Il faut arrêter cette hypocrisie, car, si la RDC venait à produire son pétrole, cette énergie serait consommée à l’extérieur. Les pays qui nous pointent du doigt en disant que nous sommes les mauvais élèves en matière climatique doivent diminuer leurs demandes de pétrole. Si des pays comme les États-Unis d’Amérique, la Norvège, la France, la Russie, l’Arabie Saoudite, le Qatar, les Émirats arabes unis (EAU), continuent à augmenter leur production, pourquoi pas la RDC ?
Paradoxalement, la RDC qui dispose de faibles revenus, n’arrive pas à gérer comme il se doit, certains aspects de sa politique environnementale. Nous sommes en train de perdre le combat pour la conservation de la forêt, parce que nous n’avons suffisamment pas de ressources.
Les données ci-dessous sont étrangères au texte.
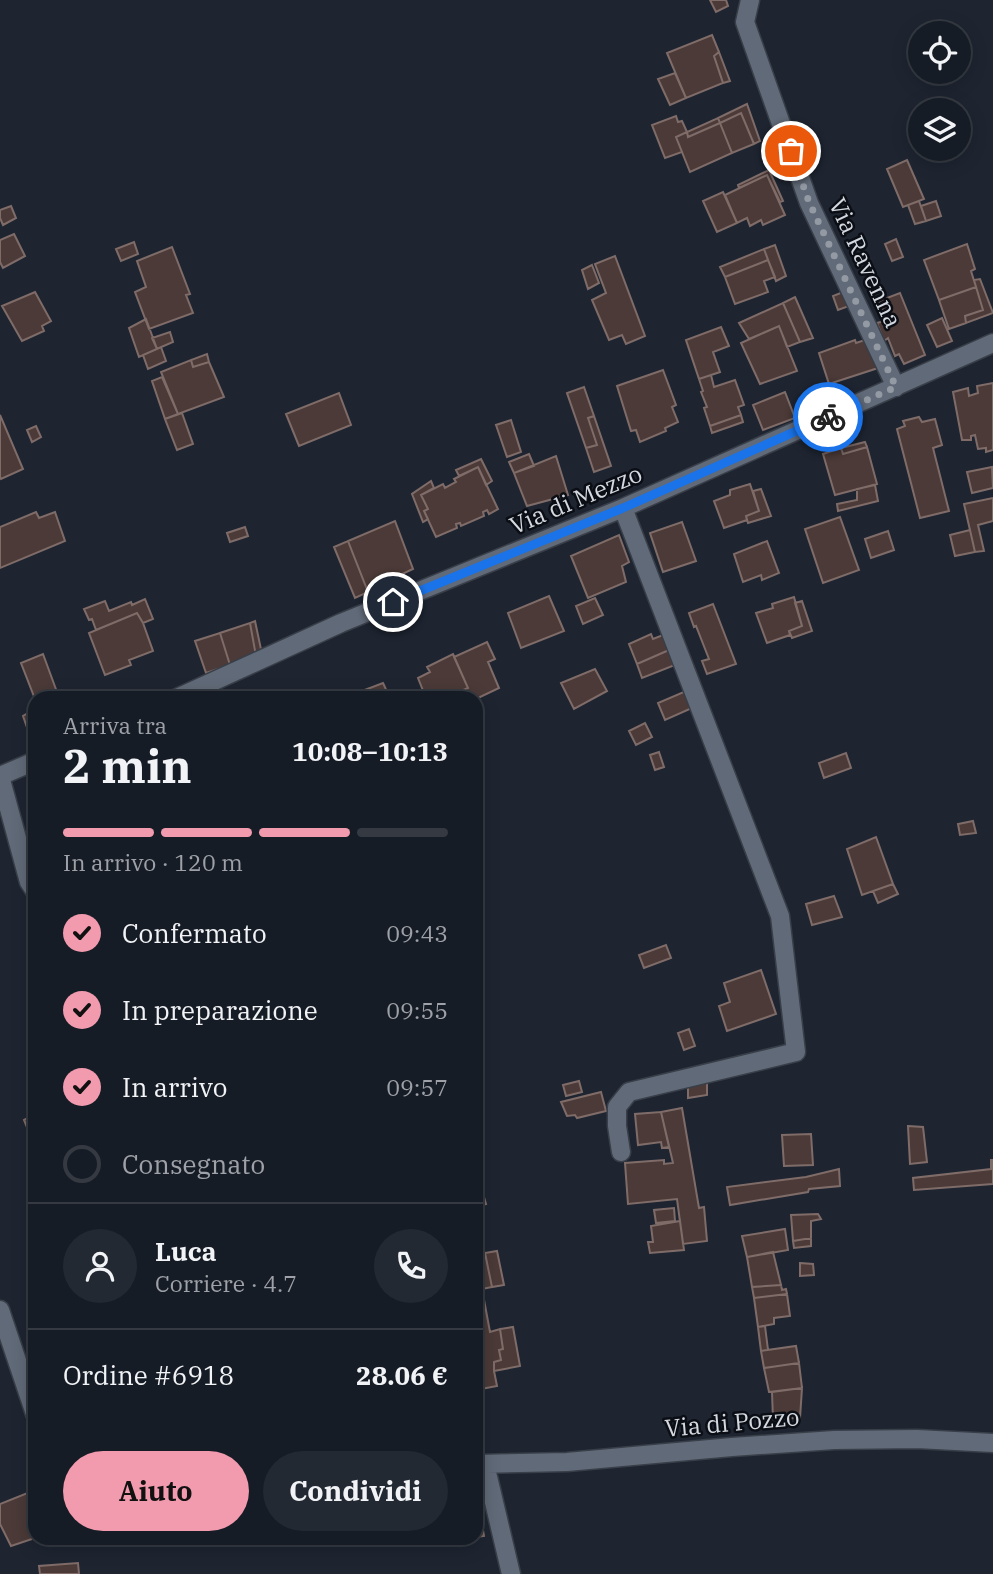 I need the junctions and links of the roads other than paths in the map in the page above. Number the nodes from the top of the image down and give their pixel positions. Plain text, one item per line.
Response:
1 (750, 0) edge
2 (993, 343) edge
3 (896, 387) junction
4 (623, 508) junction
5 (192, 691) edge
6 (28, 764) edge
7 (0, 776) edge
8 (28, 868) edge
9 (621, 1152) dead end
10 (0, 1310) edge
11 (28, 1391) edge
12 (993, 1443) edge
13 (483, 1464) edge
14 (483, 1471) edge
15 (511, 1574) edge

1 - 3 street, Via Ravenna
2 - 3 street, Via di Mezzo
3 - 4 street, Via di Mezzo
4 - 5 street, Via di Mezzo
4 - 9 street
6 - 7 street
7 - 8 street
10 - 11 street
12 - 13 street, Via di Pozzo
14 - 15 street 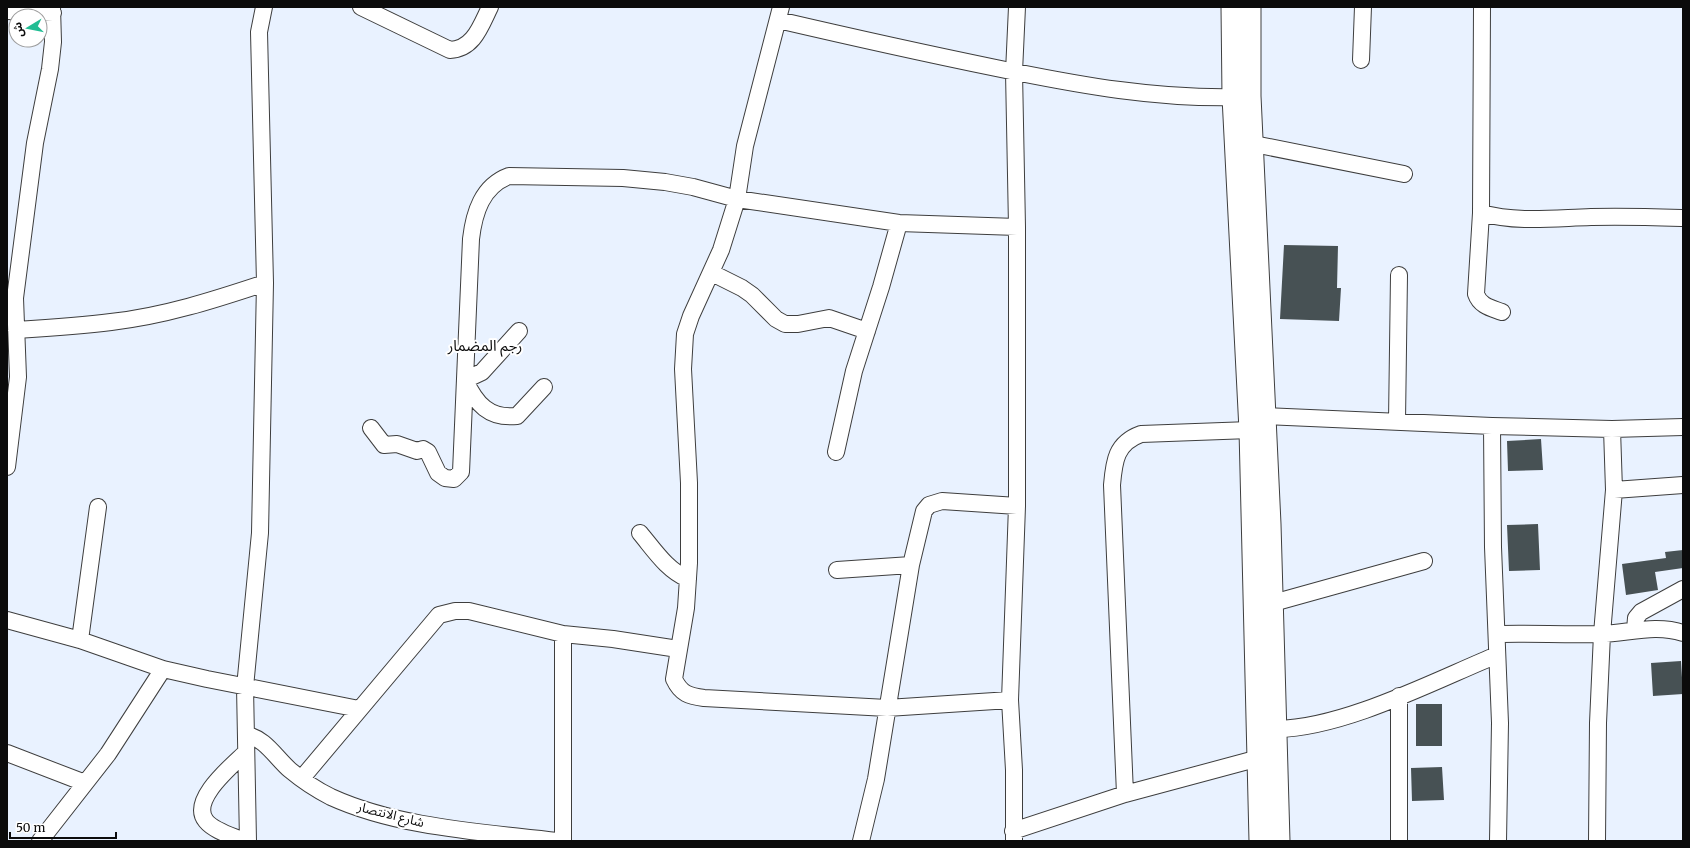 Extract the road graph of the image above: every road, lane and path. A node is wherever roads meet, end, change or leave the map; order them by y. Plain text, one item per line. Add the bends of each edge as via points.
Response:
1 (264, 7) edge
2 (361, 7) edge
3 (490, 7) edge
4 (1017, 7) edge
5 (1232, 7) edge
6 (1250, 7) edge
7 (1363, 7) edge
8 (1482, 7) edge
9 (52, 10) edge
10 (7, 11) edge
11 (780, 14) edge
12 (1361, 60) dead end
13 (1014, 72) junction
14 (1242, 97) junction
15 (1254, 144) junction
16 (1404, 174) dead end
17 (737, 199) junction
18 (1481, 214) junction
19 (1683, 218) edge
20 (899, 223) junction
21 (1017, 227) junction
22 (712, 273) junction
23 (1399, 275) dead end
24 (265, 283) junction
25 (1502, 312) dead end
26 (16, 330) junction
27 (519, 331) dead end
28 (867, 331) junction
29 (465, 380) junction
30 (544, 387) dead end
31 (1397, 421) junction
32 (1258, 423) junction
33 (1492, 426) junction
34 (1683, 427) edge
35 (371, 428) dead end
36 (1612, 429) junction
37 (836, 452) dead end
38 (7, 467) edge
39 (1683, 485) edge
40 (1614, 490) junction
41 (1017, 506) junction
42 (98, 507) dead end
43 (640, 533) dead end
44 (1424, 561) dead end
45 (911, 565) junction
46 (837, 570) dead end
47 (688, 580) junction
48 (1683, 589) edge
49 (1273, 603) junction
50 (7, 620) edge
51 (1635, 630) junction
52 (1683, 633) edge
53 (563, 634) junction
54 (1497, 634) junction
55 (1602, 634) junction
56 (80, 640) junction
57 (678, 649) junction
58 (1497, 655) junction
59 (163, 669) junction
60 (245, 687) junction
61 (1399, 696) junction
62 (1010, 700) junction
63 (887, 708) junction
64 (359, 709) junction
65 (1277, 729) junction
66 (246, 735) junction
67 (246, 752) junction
68 (7, 753) edge
69 (1259, 758) junction
70 (302, 778) junction
71 (85, 783) junction
72 (1125, 794) junction
73 (1013, 836) edge
74 (40, 841) edge
75 (244, 841) edge
76 (248, 841) edge
77 (558, 841) edge
78 (563, 841) edge
79 (861, 841) edge
80 (1260, 841) edge
81 (1279, 841) edge
82 (1399, 841) edge
83 (1498, 841) edge
84 (1597, 841) edge

1 - 24 street via 259,32
2 - 3 street via 450,50 462,48 471,42
4 - 13 street
5 - 14 street
6 - 14 street
7 - 12 street
8 - 18 street
9 - 10 street
9 - 26 street via 53,42 50,69 35,143 15,298
11 - 13 street
11 - 17 street via 745,146
13 - 14 street via 1126,92
13 - 21 street
14 - 15 street
14 - 32 street
15 - 16 street
15 - 32 street
17 - 20 street
17 - 22 street
17 - 29 street via 694,187 623,178 516,175 499,179 485,195 474,220
18 - 19 street via 1551,219 1632,216
18 - 25 street via 1476,294 1479,302
20 - 21 street
20 - 28 street
21 - 41 street
22 - 28 street via 742,288 785,324 829,318
22 - 47 street via 691,316 683,350 689,483
23 - 31 street
24 - 26 street via 189,307 146,316 111,322
24 - 60 street via 260,533
26 - 38 street via 18,377
27 - 29 street via 482,372
28 - 37 street via 854,371
29 - 30 street via 472,396 481,405 490,412 504,417 517,416
29 - 35 street via 461,472 454,479 445,478 438,472 428,452 397,444 384,445
31 - 32 street
31 - 33 street
32 - 49 street
32 - 69 street
32 - 72 street via 1141,434 1126,442 1119,450 1112,485
33 - 36 street
33 - 54 street
34 - 36 street
36 - 40 street
39 - 40 street
40 - 55 street
41 - 45 street via 942,501 929,505 922,518
41 - 62 street
42 - 56 street
43 - 47 street via 668,568
44 - 49 street
45 - 46 street
45 - 63 street
47 - 57 street via 686,608
48 - 51 street via 1641,612 1636,618
49 - 65 street
50 - 56 street
51 - 52 street via 1654,628
51 - 55 street
53 - 57 street
53 - 64 street via 469,611 439,615
53 - 78 street
54 - 55 street
54 - 58 street
55 - 84 street
56 - 59 street
57 - 63 street via 674,679 684,694 693,697
58 - 61 street
58 - 83 street via 1500,723
59 - 60 street
59 - 71 street via 108,754
60 - 64 street
60 - 66 street
61 - 65 street via 1319,723
61 - 82 street
62 - 63 street
62 - 73 street via 1014,770
63 - 79 street via 876,779
64 - 70 street
65 - 81 street
66 - 67 street
66 - 70 street, شارع الانتصار via 260,740 282,763
67 - 75 street via 210,789 202,806 206,821
67 - 76 street
68 - 71 street
69 - 72 street
69 - 80 street
70 - 77 street, شارع الانتصار via 330,796 392,817
71 - 74 street
72 - 73 street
Il y a une espèce de colonialisme environnemental, qui veut que, pour préserver notre forêt, nous devions tendre les mains vers les bailleurs de fonds internationaux. Pourtant, en produisant du pétrole, nous pourrons avoir plus de ressources et en allouer une partie à la préservation de l’environnement.
Par ailleurs, avec les moyens modernes, on peut réduire l’impact environnemental de l’extraction du pétrole, notamment en captant le gaz qui est souvent torché. Objectivement, tous les minerais stratégiques pour la fabrication des batteries de voitures électriques et autres systèmes de stockages pour les centrales solaires viennent de la RDC. Donc, nous participons de manière excédentaire, à la décarbonation de l’économie mondiale.
Quid des gisements situés dans les aires protégées ?
Il y a également un moyen d’atteindre, avec une exploitation en oblique, une zone protégée sans pouvoir y pénétrer. En outre, la RDC est prête à ne pas exploiter cette ressource, si et seulement si nous avons une juste compensation.